◆ **TASK STATEMENT**
Gather up every line from the entries below that uses the word "LANE".

◆ **ENTRIES SHOWN**

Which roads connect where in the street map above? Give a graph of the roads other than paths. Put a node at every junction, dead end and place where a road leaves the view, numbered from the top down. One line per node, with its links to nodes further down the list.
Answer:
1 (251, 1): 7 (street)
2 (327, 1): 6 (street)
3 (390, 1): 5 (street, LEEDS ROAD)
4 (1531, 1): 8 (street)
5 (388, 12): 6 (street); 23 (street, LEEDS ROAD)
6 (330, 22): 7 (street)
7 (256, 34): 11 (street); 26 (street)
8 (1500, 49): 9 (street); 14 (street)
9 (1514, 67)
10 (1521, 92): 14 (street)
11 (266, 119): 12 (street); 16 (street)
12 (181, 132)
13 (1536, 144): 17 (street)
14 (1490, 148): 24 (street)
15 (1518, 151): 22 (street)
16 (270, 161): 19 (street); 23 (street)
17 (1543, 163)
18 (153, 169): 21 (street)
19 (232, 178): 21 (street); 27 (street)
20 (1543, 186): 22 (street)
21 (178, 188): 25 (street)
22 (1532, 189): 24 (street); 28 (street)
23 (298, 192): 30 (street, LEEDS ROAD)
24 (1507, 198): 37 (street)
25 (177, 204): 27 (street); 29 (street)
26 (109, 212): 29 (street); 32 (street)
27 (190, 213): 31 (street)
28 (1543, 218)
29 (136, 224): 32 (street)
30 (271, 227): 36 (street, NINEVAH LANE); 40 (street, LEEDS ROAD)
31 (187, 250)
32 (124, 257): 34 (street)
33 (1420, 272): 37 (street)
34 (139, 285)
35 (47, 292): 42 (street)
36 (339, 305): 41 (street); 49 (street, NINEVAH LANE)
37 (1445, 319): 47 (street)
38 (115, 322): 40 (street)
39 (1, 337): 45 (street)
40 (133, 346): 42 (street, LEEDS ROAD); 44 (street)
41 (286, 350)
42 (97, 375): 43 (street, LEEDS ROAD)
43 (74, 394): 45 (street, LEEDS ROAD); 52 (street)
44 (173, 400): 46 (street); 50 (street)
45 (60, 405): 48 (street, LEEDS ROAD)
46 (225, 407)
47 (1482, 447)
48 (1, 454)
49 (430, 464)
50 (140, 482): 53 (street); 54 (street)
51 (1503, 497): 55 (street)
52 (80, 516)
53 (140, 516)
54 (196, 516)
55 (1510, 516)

◆ **RESPONSE TO THIS EXERCISE**
30 (271, 227): 36 (street, NINEVAH LANE); 40 (street, LEEDS ROAD)
36 (339, 305): 41 (street); 49 (street, NINEVAH LANE)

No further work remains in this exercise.